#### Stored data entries

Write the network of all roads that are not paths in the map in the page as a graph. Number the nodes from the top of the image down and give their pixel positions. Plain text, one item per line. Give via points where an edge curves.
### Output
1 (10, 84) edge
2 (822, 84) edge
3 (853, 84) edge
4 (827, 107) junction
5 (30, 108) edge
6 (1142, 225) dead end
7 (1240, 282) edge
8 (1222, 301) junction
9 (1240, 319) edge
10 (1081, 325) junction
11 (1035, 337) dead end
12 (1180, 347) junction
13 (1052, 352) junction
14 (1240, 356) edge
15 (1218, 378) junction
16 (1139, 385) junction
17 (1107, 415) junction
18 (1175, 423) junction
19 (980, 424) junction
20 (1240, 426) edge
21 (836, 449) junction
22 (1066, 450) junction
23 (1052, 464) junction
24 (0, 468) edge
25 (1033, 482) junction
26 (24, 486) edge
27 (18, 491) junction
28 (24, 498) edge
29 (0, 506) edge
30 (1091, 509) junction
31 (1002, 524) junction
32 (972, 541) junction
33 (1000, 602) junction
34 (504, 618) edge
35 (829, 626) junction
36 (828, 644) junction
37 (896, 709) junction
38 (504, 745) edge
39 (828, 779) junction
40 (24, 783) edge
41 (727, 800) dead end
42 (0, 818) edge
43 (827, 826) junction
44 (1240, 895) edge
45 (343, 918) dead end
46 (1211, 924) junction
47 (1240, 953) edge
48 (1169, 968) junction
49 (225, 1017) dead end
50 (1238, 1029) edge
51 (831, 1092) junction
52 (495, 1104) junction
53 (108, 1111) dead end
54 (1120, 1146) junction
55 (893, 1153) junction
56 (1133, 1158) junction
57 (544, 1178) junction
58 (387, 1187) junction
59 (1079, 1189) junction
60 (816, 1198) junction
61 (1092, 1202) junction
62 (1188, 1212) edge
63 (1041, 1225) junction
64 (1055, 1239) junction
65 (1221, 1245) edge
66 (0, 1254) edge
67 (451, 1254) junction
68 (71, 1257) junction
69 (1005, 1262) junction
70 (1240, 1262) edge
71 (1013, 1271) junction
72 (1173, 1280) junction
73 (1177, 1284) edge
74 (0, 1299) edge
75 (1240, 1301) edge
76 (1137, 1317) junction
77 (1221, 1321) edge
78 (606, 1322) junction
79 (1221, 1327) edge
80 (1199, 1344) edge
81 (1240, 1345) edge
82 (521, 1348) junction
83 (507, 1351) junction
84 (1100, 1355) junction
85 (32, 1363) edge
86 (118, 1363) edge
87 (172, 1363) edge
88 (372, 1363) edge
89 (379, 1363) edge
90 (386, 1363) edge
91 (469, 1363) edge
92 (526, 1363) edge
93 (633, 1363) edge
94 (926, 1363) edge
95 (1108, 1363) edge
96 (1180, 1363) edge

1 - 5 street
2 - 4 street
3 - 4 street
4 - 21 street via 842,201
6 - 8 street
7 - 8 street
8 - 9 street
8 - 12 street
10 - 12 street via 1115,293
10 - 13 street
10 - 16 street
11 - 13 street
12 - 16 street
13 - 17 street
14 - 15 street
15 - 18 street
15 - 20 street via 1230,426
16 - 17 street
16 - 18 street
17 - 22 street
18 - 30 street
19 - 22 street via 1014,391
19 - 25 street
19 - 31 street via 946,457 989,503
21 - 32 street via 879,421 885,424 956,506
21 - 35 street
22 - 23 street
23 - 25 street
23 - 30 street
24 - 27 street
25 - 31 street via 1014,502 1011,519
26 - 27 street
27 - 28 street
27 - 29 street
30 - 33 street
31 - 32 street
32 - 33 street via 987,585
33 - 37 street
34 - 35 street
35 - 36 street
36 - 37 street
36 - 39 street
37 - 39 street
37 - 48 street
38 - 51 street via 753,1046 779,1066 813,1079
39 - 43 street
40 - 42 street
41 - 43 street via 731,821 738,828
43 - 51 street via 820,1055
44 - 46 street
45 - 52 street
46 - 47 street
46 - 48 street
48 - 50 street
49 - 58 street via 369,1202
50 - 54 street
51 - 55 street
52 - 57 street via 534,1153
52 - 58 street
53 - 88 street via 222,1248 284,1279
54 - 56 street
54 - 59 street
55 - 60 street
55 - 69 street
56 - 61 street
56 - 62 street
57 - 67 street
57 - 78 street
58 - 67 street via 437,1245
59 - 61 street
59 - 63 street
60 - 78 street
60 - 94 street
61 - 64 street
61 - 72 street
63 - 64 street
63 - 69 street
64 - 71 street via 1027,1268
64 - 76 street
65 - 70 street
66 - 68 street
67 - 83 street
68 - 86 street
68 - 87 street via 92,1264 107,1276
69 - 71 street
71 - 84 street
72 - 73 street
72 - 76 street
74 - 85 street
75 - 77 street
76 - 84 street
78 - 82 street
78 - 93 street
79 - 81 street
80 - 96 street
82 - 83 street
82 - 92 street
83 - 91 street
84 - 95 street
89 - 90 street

#### YOUR ASSIGNMENT
Go through the records above and copy each one exactly.

#### TASK RESULT
Write the network of all roads that are not paths in the map in the page as a graph. Number the nodes from the top of the image down and give their pixel positions. Plain text, one item per line. Give via points where an edge curves.
### Output
1 (10, 84) edge
2 (822, 84) edge
3 (853, 84) edge
4 (827, 107) junction
5 (30, 108) edge
6 (1142, 225) dead end
7 (1240, 282) edge
8 (1222, 301) junction
9 (1240, 319) edge
10 (1081, 325) junction
11 (1035, 337) dead end
12 (1180, 347) junction
13 (1052, 352) junction
14 (1240, 356) edge
15 (1218, 378) junction
16 (1139, 385) junction
17 (1107, 415) junction
18 (1175, 423) junction
19 (980, 424) junction
20 (1240, 426) edge
21 (836, 449) junction
22 (1066, 450) junction
23 (1052, 464) junction
24 (0, 468) edge
25 (1033, 482) junction
26 (24, 486) edge
27 (18, 491) junction
28 (24, 498) edge
29 (0, 506) edge
30 (1091, 509) junction
31 (1002, 524) junction
32 (972, 541) junction
33 (1000, 602) junction
34 (504, 618) edge
35 (829, 626) junction
36 (828, 644) junction
37 (896, 709) junction
38 (504, 745) edge
39 (828, 779) junction
40 (24, 783) edge
41 (727, 800) dead end
42 (0, 818) edge
43 (827, 826) junction
44 (1240, 895) edge
45 (343, 918) dead end
46 (1211, 924) junction
47 (1240, 953) edge
48 (1169, 968) junction
49 (225, 1017) dead end
50 (1238, 1029) edge
51 (831, 1092) junction
52 (495, 1104) junction
53 (108, 1111) dead end
54 (1120, 1146) junction
55 (893, 1153) junction
56 (1133, 1158) junction
57 (544, 1178) junction
58 (387, 1187) junction
59 (1079, 1189) junction
60 (816, 1198) junction
61 (1092, 1202) junction
62 (1188, 1212) edge
63 (1041, 1225) junction
64 (1055, 1239) junction
65 (1221, 1245) edge
66 (0, 1254) edge
67 (451, 1254) junction
68 (71, 1257) junction
69 (1005, 1262) junction
70 (1240, 1262) edge
71 (1013, 1271) junction
72 (1173, 1280) junction
73 (1177, 1284) edge
74 (0, 1299) edge
75 (1240, 1301) edge
76 (1137, 1317) junction
77 (1221, 1321) edge
78 (606, 1322) junction
79 (1221, 1327) edge
80 (1199, 1344) edge
81 (1240, 1345) edge
82 (521, 1348) junction
83 (507, 1351) junction
84 (1100, 1355) junction
85 (32, 1363) edge
86 (118, 1363) edge
87 (172, 1363) edge
88 (372, 1363) edge
89 (379, 1363) edge
90 (386, 1363) edge
91 (469, 1363) edge
92 (526, 1363) edge
93 (633, 1363) edge
94 (926, 1363) edge
95 (1108, 1363) edge
96 (1180, 1363) edge

1 - 5 street
2 - 4 street
3 - 4 street
4 - 21 street via 842,201
6 - 8 street
7 - 8 street
8 - 9 street
8 - 12 street
10 - 12 street via 1115,293
10 - 13 street
10 - 16 street
11 - 13 street
12 - 16 street
13 - 17 street
14 - 15 street
15 - 18 street
15 - 20 street via 1230,426
16 - 17 street
16 - 18 street
17 - 22 street
18 - 30 street
19 - 22 street via 1014,391
19 - 25 street
19 - 31 street via 946,457 989,503
21 - 32 street via 879,421 885,424 956,506
21 - 35 street
22 - 23 street
23 - 25 street
23 - 30 street
24 - 27 street
25 - 31 street via 1014,502 1011,519
26 - 27 street
27 - 28 street
27 - 29 street
30 - 33 street
31 - 32 street
32 - 33 street via 987,585
33 - 37 street
34 - 35 street
35 - 36 street
36 - 37 street
36 - 39 street
37 - 39 street
37 - 48 street
38 - 51 street via 753,1046 779,1066 813,1079
39 - 43 street
40 - 42 street
41 - 43 street via 731,821 738,828
43 - 51 street via 820,1055
44 - 46 street
45 - 52 street
46 - 47 street
46 - 48 street
48 - 50 street
49 - 58 street via 369,1202
50 - 54 street
51 - 55 street
52 - 57 street via 534,1153
52 - 58 street
53 - 88 street via 222,1248 284,1279
54 - 56 street
54 - 59 street
55 - 60 street
55 - 69 street
56 - 61 street
56 - 62 street
57 - 67 street
57 - 78 street
58 - 67 street via 437,1245
59 - 61 street
59 - 63 street
60 - 78 street
60 - 94 street
61 - 64 street
61 - 72 street
63 - 64 street
63 - 69 street
64 - 71 street via 1027,1268
64 - 76 street
65 - 70 street
66 - 68 street
67 - 83 street
68 - 86 street
68 - 87 street via 92,1264 107,1276
69 - 71 street
71 - 84 street
72 - 73 street
72 - 76 street
74 - 85 street
75 - 77 street
76 - 84 street
78 - 82 street
78 - 93 street
79 - 81 street
80 - 96 street
82 - 83 street
82 - 92 street
83 - 91 street
84 - 95 street
89 - 90 street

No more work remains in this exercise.